К счастью, он ошибся. Дальнейшие события того дня показали, что на самом деле сон Освальдо был хорошим предзнаменованием. Волосы на рубашке полицейского предвещали удачную охоту на пекари, туша которого теперь лежала подле нас (после перетаскивания туши на рубашке охотника остается щетина, вид которой весьма напоминает состриженные волосы). Однако дилемма в интерпретации сна Освальдо указывает на глубокую двойственность, которой пропитана жизнь руна: мужчины видят себя сильными хищниками, сродни таким всесильным «белым», как полицейские, но в то же время ощущают себя беззащитными жертвами этих хищных персонажей.

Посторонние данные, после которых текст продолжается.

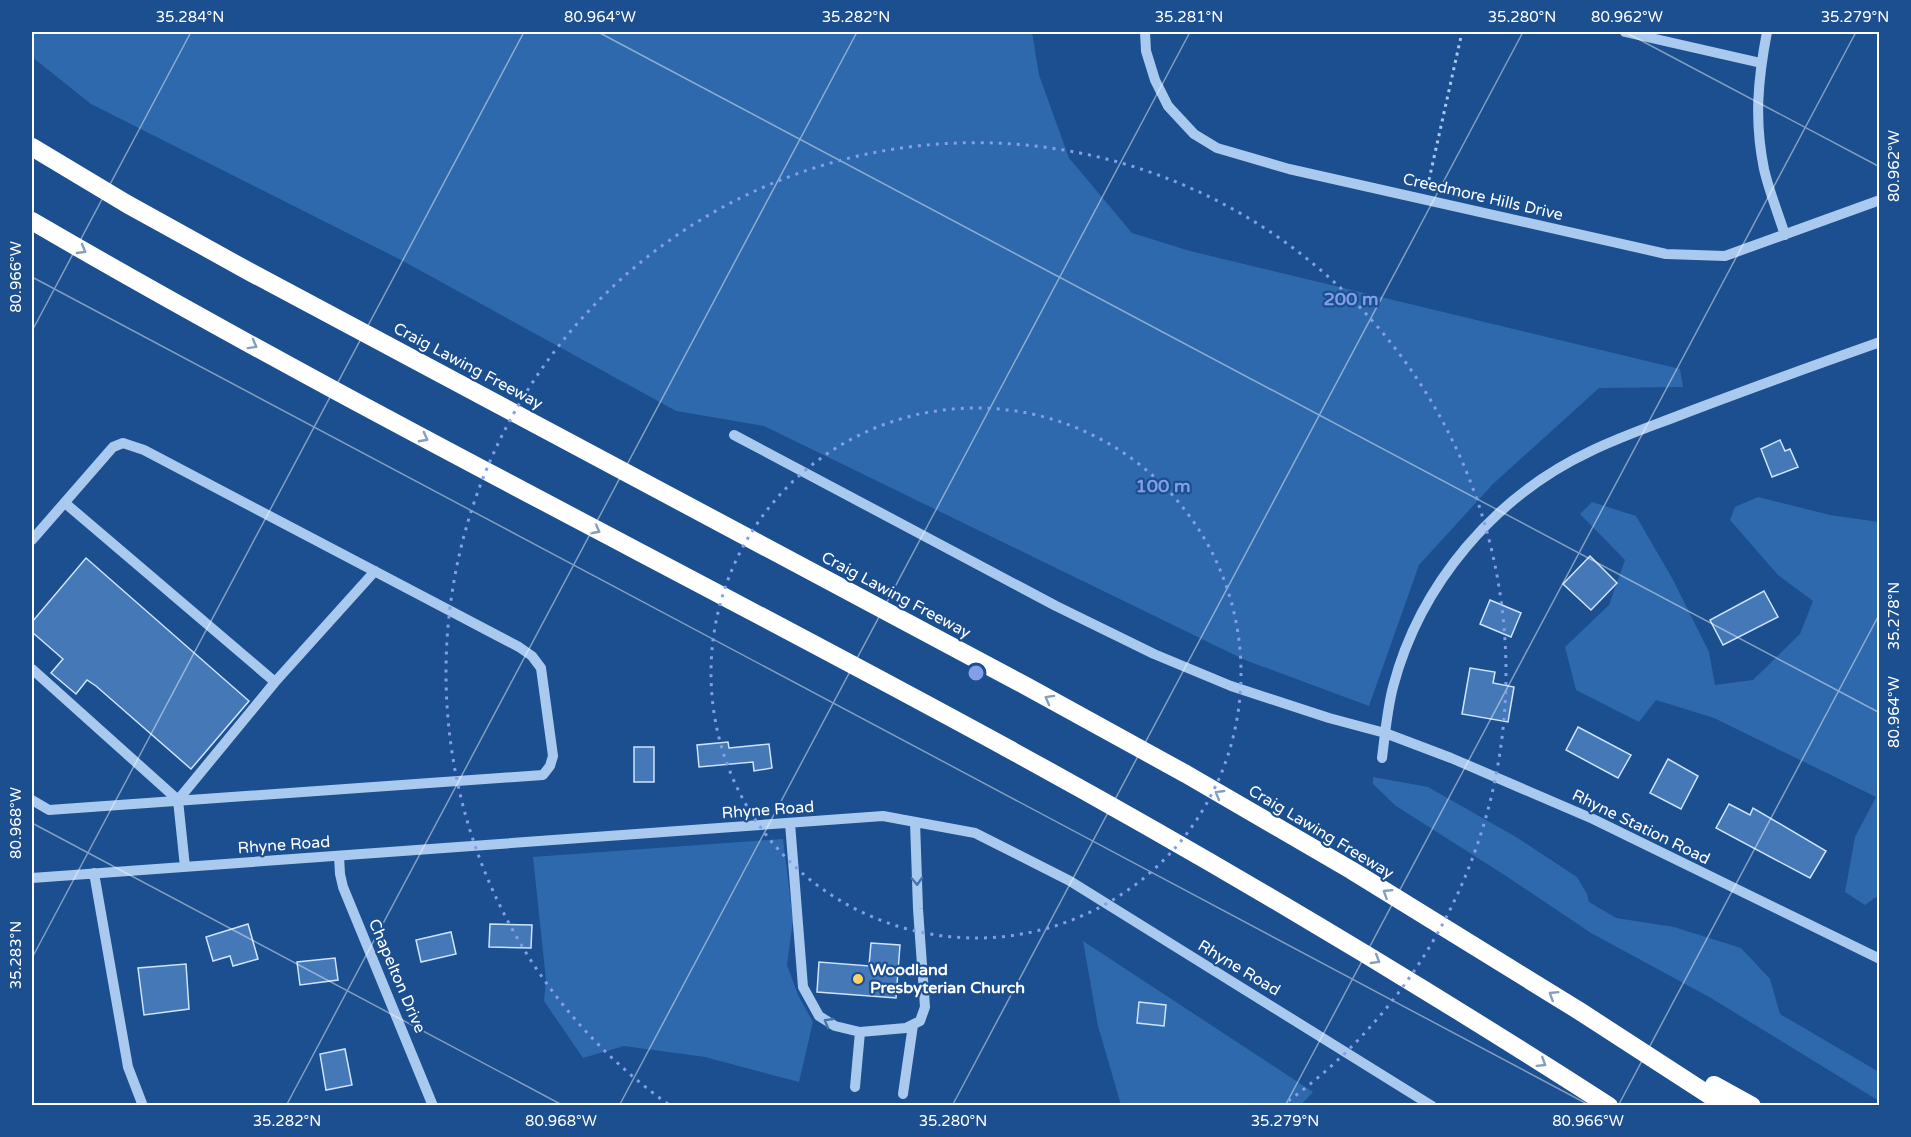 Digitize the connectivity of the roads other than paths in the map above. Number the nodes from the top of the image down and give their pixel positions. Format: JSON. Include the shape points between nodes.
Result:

Был ли Освальдо полицейским или жертвой? События того дня на Басаки Урку указывают на неоднозначность его позиции. Кто скрывается за пугающим образом, который при этом кажется таким знакомым? Как можно видеть себя в полицейском – фигуре чужой и несущей угрозу? Это жуткое наслоение позволяет понять нечто важное об упорном стремлении Освальдо к бытию и становлению в отношении разнообразных существ, с которыми он сталкивается в лесах вокруг Авилы и которые делают его тем, кто он есть[175].